March 24th 2005 – May 21st 2005
Born in 1928 in Hartford (USA). Lives and works in Chester (Connecticut).

Sol LeWitt developed his first works around 1962, paintings in relief which combined words and geometric forms. His first solo exhibition took place in New York in 1965, the year in which his modular structures appeared. He thence exhibited with representatives of Minimalist Art, notably in the celebrated group show at the Jewish Museum in New York, Primary Structures, in 1966. In his two important texts, Paragraphs on conceptual Art (1967) and Sentences on conceptual Art (1969), LeWitt announced the premise of all his subsequent work: a work of art is the illustration of an idea, and neither material details nor spatial constraints have precedent importance. With this theoretical position, Sol LeWitt migrated from Minimal to Conceptual Art. Due to the predominance of the idea, “the idea becomes the machine with fabricates the art.”

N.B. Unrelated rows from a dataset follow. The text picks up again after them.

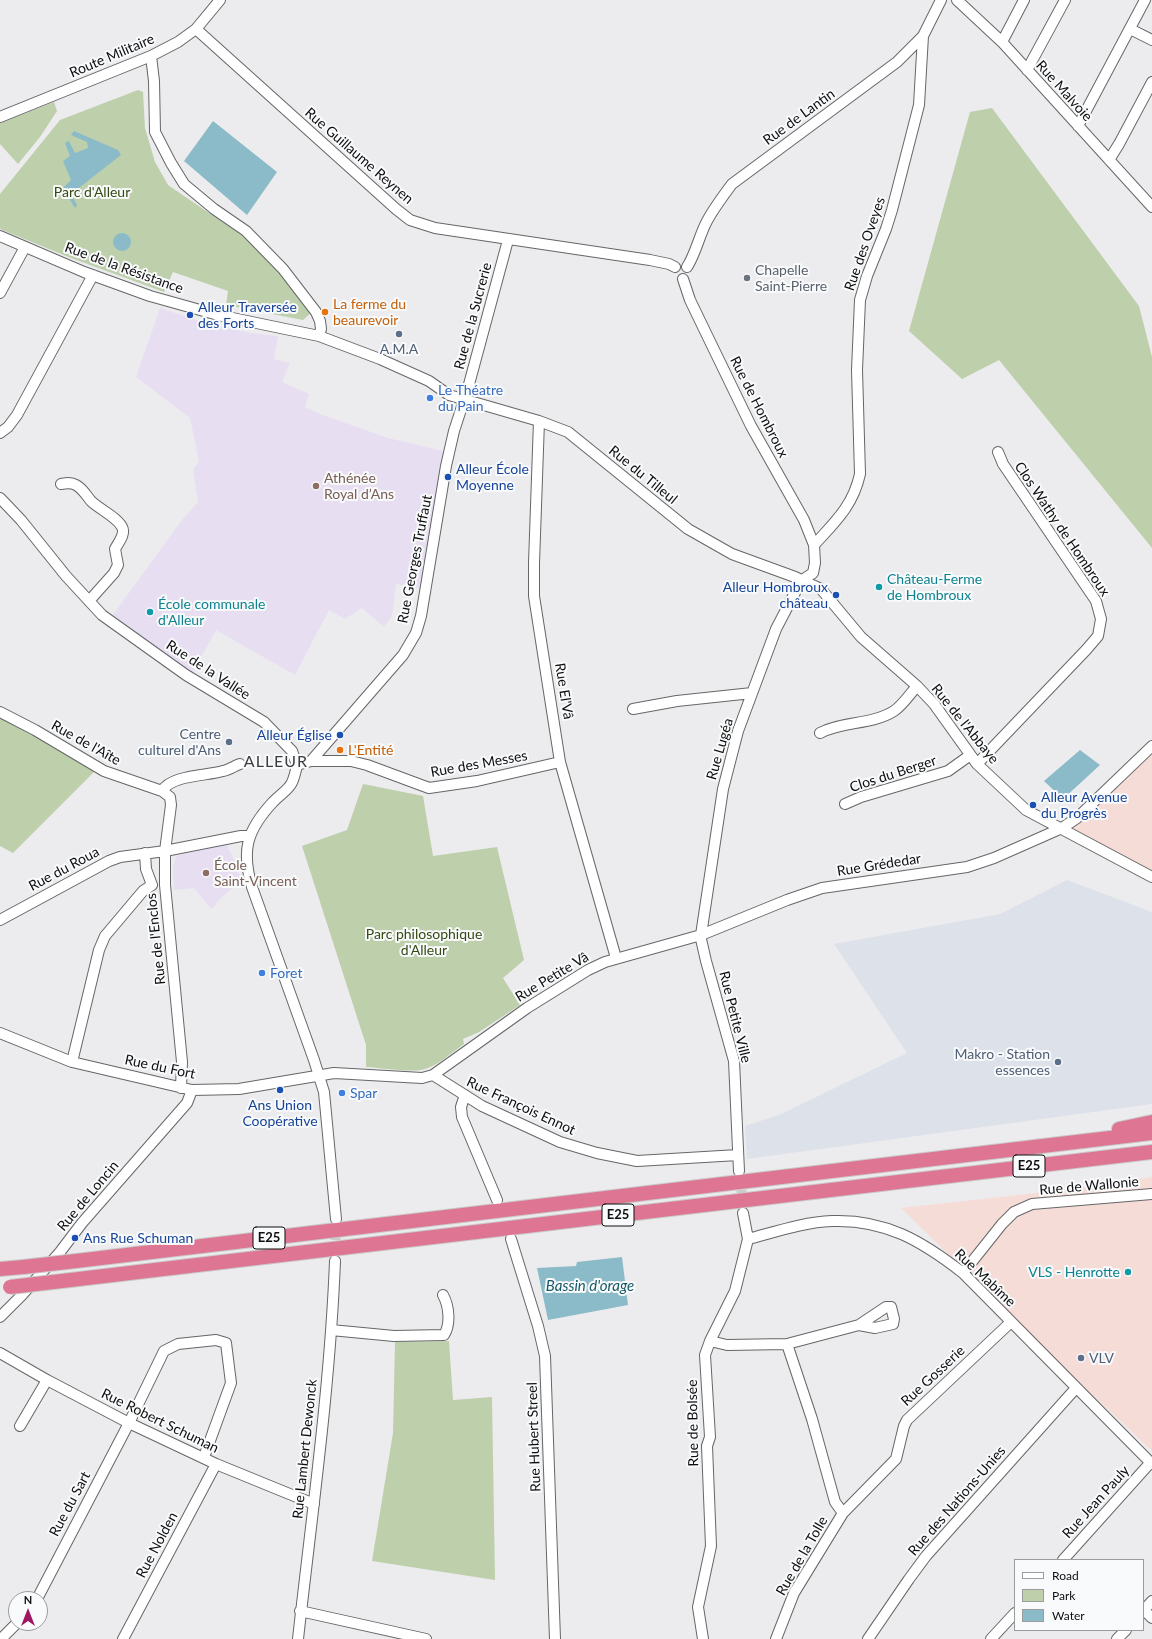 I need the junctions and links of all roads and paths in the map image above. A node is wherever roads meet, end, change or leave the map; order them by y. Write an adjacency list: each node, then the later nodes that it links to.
1 (220, 0): 7 (street, Route Militaire)
2 (941, 0): 9 (street, Rue de Lantin)
3 (957, 0): 11 (street, Rue Malvoie)
4 (1024, 0): 11 (street)
5 (1065, 0): 13 (street)
6 (1146, 0): 8 (street)
7 (196, 29): 12 (street, Route Militaire); 20 (street, Rue Guillaume Reynen)
8 (1130, 29): 10 (street); 16 (street)
9 (923, 36): 23 (street, Rue de Lantin); 34 (street, Rue des Oveyes)
10 (1152, 40)
11 (1002, 42): 13 (street, Rue Malvoie)
12 (151, 56): 15 (street, Route Militaire); 27 (street)
13 (1027, 70): 16 (street, Rue Malvoie)
14 (1152, 82): 17 (street)
15 (0, 117)
16 (1078, 126): 17 (street, Rue Malvoie)
17 (1109, 160): 18 (street, Rue Malvoie)
18 (1151, 202)
19 (0, 236): 21 (street, Rue de la Résistance)
20 (508, 240): 22 (street, Rue Guillaume Reynen); 28 (street, Rue de la Sucrerie)
21 (25, 246): 24 (street, Rue de la Résistance); 26 (street)
22 (675, 267): 23 (street); 25 (street)
23 (687, 268): 25 (street)
24 (93, 275): 27 (street, Rue de la Résistance); 30 (street)
25 (683, 279): 34 (street, Rue de Hombroux)
26 (0, 293)
27 (319, 336): 28 (street, Rue de la Résistance)
28 (464, 399): 29 (street, Rue du Tilleul); 44 (street, Rue Georges Truffaut)
29 (539, 421): 35 (street, Rue du Tilleul); 45 (street, Rue El'Vâ)
30 (0, 433)
31 (998, 452): 47 (street, Clos Wathy de Hombroux)
32 (61, 484): 36 (street)
33 (0, 498): 36 (street, Rue de la Vallée)
34 (814, 545): 35 (street, Rue Lugéa)
35 (801, 581): 37 (street, Rue de l'Abbaye); 38 (street, Rue Lugéa)
36 (89, 601): 48 (street, Rue de la Vallée)
37 (917, 686): 41 (street); 43 (street, Rue de l'Abbaye)
38 (752, 694): 39 (street); 59 (street, Rue Lugéa)
39 (633, 709)
40 (0, 712): 49 (street, Rue de l'Aîte)
41 (820, 733)
42 (1152, 746): 51 (street, Rue Grédedar)
43 (969, 756): 47 (street, Rue de l'Abbaye); 50 (street, Clos du Berger)
44 (311, 761): 45 (street, Rue des Messes); 48 (street, Rue des Messes)
45 (560, 762): 60 (street, Rue El'Vâ)
46 (240, 764): 49 (street)
47 (976, 764): 51 (street, Rue de l'Abbaye)
48 (297, 765): 52 (street)
49 (162, 791): 53 (street, Rue de l'Enclos)
50 (845, 804)
51 (1062, 828): 55 (street, Rue de l'Abbaye); 59 (street, Rue Grédedar)
52 (249, 836): 53 (street, Rue du Roua); 63 (street)
53 (165, 851): 54 (street, Rue du Roua); 57 (street, Rue de l'Enclos)
54 (145, 853): 56 (street); 58 (street, Rue du Roua)
55 (1152, 877)
56 (152, 885): 57 (street); 62 (street)
57 (165, 885): 65 (street, Rue de l'Enclos)
58 (0, 920)
59 (701, 935): 60 (street, Rue Petite Vâ); 71 (street, Rue Petite Ville)
60 (616, 958): 64 (street, Rue Petite Vâ)
61 (0, 1033): 62 (street, Rue du Fort)
62 (72, 1062): 65 (street, Rue du Fort)
63 (320, 1076): 64 (street); 66 (street, Rue du Fort); 77 (street)
64 (433, 1076): 67 (street, Rue François Ennot)
65 (181, 1088): 66 (street, Rue du Fort)
66 (192, 1090): 85 (street, Rue de Loncin)
67 (465, 1095): 71 (street, Rue François Ennot); 75 (street)
68 (1152, 1122): 72 (highway)
69 (1152, 1133): 72 (highway, E25)
70 (1152, 1152): 83 (highway, E25, bridge)
71 (738, 1155): 73 (street, Rue Petite Ville)
72 (947, 1158): 81 (highway, E25, bridge)
73 (739, 1171)
74 (1152, 1194): 82 (street, Rue de Wallonie)
75 (497, 1200)
76 (743, 1213): 79 (street, Rue de Bolsée)
77 (336, 1219)
78 (511, 1239): 115 (street, Rue Hubert Streel)
79 (748, 1239): 82 (street, Rue Mabîme); 89 (street, Rue de Bolsée)
80 (335, 1261): 88 (street, Rue Lambert Dewonck)
81 (0, 1269)
82 (963, 1273): 86 (street, Rue Mabîme)
83 (5, 1287)
84 (443, 1295): 88 (street)
85 (0, 1317)
86 (1011, 1322): 93 (street, Rue Mabîme); 100 (street, Rue Gosserie)
87 (859, 1325): 90 (street)
88 (331, 1330): 99 (street, Rue Lambert Dewonck)
89 (710, 1341): 90 (street); 116 (street, Rue de Bolsée)
90 (787, 1344): 100 (street, Rue de la Tolle)
91 (0, 1353): 92 (street, Rue Robert Schuman)
92 (47, 1380): 94 (street, Rue Robert Schuman); 95 (street)
93 (1076, 1388): 97 (street, Rue Mabîme); 118 (street, Rue des Nations-Unies)
94 (129, 1423): 96 (street, Rue Robert Schuman); 96 (street, Rue du Sart); 102 (street, Rue du Sart)
95 (20, 1426)
96 (204, 1458): 98 (street, Rue Robert Schuman)
97 (1151, 1463): 101 (street, Rue Jean Pauly)
98 (216, 1464): 99 (street, Rue Robert Schuman); 112 (street, Rue Nolden)
99 (314, 1504): 105 (street, Rue Lambert Dewonck)
100 (843, 1513): 117 (street, Rue de la Tolle)
101 (1064, 1559)
102 (41, 1591)
103 (1152, 1601): 104 (street)
104 (1144, 1609)
105 (300, 1611): 113 (street, Rue Lambert Dewonck); 114 (street)
106 (1144, 1611): 108 (street)
107 (1014, 1614): 119 (street)
108 (1152, 1618)
109 (8, 1631): 111 (street)
110 (1125, 1631): 120 (street)
111 (1, 1638)
112 (123, 1639)
113 (298, 1639)
114 (426, 1639)
115 (555, 1639)
116 (703, 1639)
117 (776, 1639)
118 (868, 1639)
119 (992, 1639)
120 (1117, 1639)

His sculptures become modular structures: constructions which repeat and bring into order a single unity following the principle of geometrical progression. The work inherits LeWitt’s experience as a Minimalist: the forms are themselves placed on the ground in order to call into question the use of pedestals by classical sculpture; they are painted white to eliminate all representational or expressive qualities. Although the material realization of LeWitt’s theoretical models could appear optional or accessory given their geometrical simplification, they can nevertheless not evade their visual translations, and from this point of view they relate well to the “minimal” practice which implies the confrontation with the material work.

For Galerie Piece Unique, Sol LeWitt has created a metal pyramid, founded upon the same principle that all his “structures” (the term used by the artist to define his sculptures). The cube is the basic element; it is put in play in all sorts of combinations from the most simple to the most complex: progression, permutation or inversion, allowing himself to appropriate the notion of rational logic.